[Entries taken from a collection]

#####

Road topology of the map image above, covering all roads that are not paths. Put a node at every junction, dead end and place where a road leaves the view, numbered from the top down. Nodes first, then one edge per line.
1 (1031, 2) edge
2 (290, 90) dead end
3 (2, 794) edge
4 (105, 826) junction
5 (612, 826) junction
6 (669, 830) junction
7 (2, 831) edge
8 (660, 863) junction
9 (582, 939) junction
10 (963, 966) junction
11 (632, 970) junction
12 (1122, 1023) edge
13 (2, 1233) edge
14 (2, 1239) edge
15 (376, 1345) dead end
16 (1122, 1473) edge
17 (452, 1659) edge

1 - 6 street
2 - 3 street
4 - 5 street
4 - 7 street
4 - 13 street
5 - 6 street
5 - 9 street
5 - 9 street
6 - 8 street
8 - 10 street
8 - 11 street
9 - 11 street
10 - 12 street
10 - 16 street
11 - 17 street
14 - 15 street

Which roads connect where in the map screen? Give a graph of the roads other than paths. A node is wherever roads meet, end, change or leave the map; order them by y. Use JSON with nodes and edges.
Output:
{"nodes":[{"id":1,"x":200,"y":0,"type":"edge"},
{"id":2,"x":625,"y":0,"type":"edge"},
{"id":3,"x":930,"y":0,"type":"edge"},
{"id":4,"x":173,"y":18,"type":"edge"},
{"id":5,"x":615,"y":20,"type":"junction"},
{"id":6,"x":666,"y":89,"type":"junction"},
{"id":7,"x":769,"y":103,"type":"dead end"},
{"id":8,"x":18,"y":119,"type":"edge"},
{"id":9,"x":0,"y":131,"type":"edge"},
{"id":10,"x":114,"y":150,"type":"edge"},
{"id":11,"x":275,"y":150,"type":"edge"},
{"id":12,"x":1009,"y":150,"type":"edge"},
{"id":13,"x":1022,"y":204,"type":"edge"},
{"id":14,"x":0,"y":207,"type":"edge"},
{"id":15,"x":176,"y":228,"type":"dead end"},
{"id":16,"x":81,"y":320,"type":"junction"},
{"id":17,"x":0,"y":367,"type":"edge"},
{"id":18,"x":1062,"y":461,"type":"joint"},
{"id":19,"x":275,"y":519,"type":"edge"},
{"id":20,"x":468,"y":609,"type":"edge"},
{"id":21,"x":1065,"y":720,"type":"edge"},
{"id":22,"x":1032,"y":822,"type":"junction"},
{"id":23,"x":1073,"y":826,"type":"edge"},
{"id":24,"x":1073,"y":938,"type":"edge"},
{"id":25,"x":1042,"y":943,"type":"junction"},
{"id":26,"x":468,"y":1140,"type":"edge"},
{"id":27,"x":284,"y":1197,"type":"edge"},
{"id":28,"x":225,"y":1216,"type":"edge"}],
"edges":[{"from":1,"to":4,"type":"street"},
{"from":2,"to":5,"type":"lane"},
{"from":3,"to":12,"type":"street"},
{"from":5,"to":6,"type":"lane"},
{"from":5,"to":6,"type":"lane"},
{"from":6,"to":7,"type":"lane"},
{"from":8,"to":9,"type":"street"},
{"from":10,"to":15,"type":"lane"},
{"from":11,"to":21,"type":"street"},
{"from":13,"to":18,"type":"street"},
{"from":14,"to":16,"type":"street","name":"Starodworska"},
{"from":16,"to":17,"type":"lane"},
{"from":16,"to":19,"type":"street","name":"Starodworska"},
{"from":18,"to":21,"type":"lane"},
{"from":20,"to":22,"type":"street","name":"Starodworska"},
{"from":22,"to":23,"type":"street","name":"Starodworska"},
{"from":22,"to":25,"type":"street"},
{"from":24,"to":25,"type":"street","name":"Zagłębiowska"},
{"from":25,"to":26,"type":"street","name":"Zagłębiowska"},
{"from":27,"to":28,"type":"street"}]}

#####

_ASSIGNED TASK:_
Print the records above again, every one, exactly as written.

_FINISHED EXERCISE:_
Road topology of the map image above, covering all roads that are not paths. Put a node at every junction, dead end and place where a road leaves the view, numbered from the top down. Nodes first, then one edge per line.
1 (1031, 2) edge
2 (290, 90) dead end
3 (2, 794) edge
4 (105, 826) junction
5 (612, 826) junction
6 (669, 830) junction
7 (2, 831) edge
8 (660, 863) junction
9 (582, 939) junction
10 (963, 966) junction
11 (632, 970) junction
12 (1122, 1023) edge
13 (2, 1233) edge
14 (2, 1239) edge
15 (376, 1345) dead end
16 (1122, 1473) edge
17 (452, 1659) edge

1 - 6 street
2 - 3 street
4 - 5 street
4 - 7 street
4 - 13 street
5 - 6 street
5 - 9 street
5 - 9 street
6 - 8 street
8 - 10 street
8 - 11 street
9 - 11 street
10 - 12 street
10 - 16 street
11 - 17 street
14 - 15 street

Which roads connect where in the map screen? Give a graph of the roads other than paths. A node is wherever roads meet, end, change or leave the map; order them by y. Use JSON with nodes and edges.
Output:
{"nodes":[{"id":1,"x":200,"y":0,"type":"edge"},
{"id":2,"x":625,"y":0,"type":"edge"},
{"id":3,"x":930,"y":0,"type":"edge"},
{"id":4,"x":173,"y":18,"type":"edge"},
{"id":5,"x":615,"y":20,"type":"junction"},
{"id":6,"x":666,"y":89,"type":"junction"},
{"id":7,"x":769,"y":103,"type":"dead end"},
{"id":8,"x":18,"y":119,"type":"edge"},
{"id":9,"x":0,"y":131,"type":"edge"},
{"id":10,"x":114,"y":150,"type":"edge"},
{"id":11,"x":275,"y":150,"type":"edge"},
{"id":12,"x":1009,"y":150,"type":"edge"},
{"id":13,"x":1022,"y":204,"type":"edge"},
{"id":14,"x":0,"y":207,"type":"edge"},
{"id":15,"x":176,"y":228,"type":"dead end"},
{"id":16,"x":81,"y":320,"type":"junction"},
{"id":17,"x":0,"y":367,"type":"edge"},
{"id":18,"x":1062,"y":461,"type":"joint"},
{"id":19,"x":275,"y":519,"type":"edge"},
{"id":20,"x":468,"y":609,"type":"edge"},
{"id":21,"x":1065,"y":720,"type":"edge"},
{"id":22,"x":1032,"y":822,"type":"junction"},
{"id":23,"x":1073,"y":826,"type":"edge"},
{"id":24,"x":1073,"y":938,"type":"edge"},
{"id":25,"x":1042,"y":943,"type":"junction"},
{"id":26,"x":468,"y":1140,"type":"edge"},
{"id":27,"x":284,"y":1197,"type":"edge"},
{"id":28,"x":225,"y":1216,"type":"edge"}],
"edges":[{"from":1,"to":4,"type":"street"},
{"from":2,"to":5,"type":"lane"},
{"from":3,"to":12,"type":"street"},
{"from":5,"to":6,"type":"lane"},
{"from":5,"to":6,"type":"lane"},
{"from":6,"to":7,"type":"lane"},
{"from":8,"to":9,"type":"street"},
{"from":10,"to":15,"type":"lane"},
{"from":11,"to":21,"type":"street"},
{"from":13,"to":18,"type":"street"},
{"from":14,"to":16,"type":"street","name":"Starodworska"},
{"from":16,"to":17,"type":"lane"},
{"from":16,"to":19,"type":"street","name":"Starodworska"},
{"from":18,"to":21,"type":"lane"},
{"from":20,"to":22,"type":"street","name":"Starodworska"},
{"from":22,"to":23,"type":"street","name":"Starodworska"},
{"from":22,"to":25,"type":"street"},
{"from":24,"to":25,"type":"street","name":"Zagłębiowska"},
{"from":25,"to":26,"type":"street","name":"Zagłębiowska"},
{"from":27,"to":28,"type":"street"}]}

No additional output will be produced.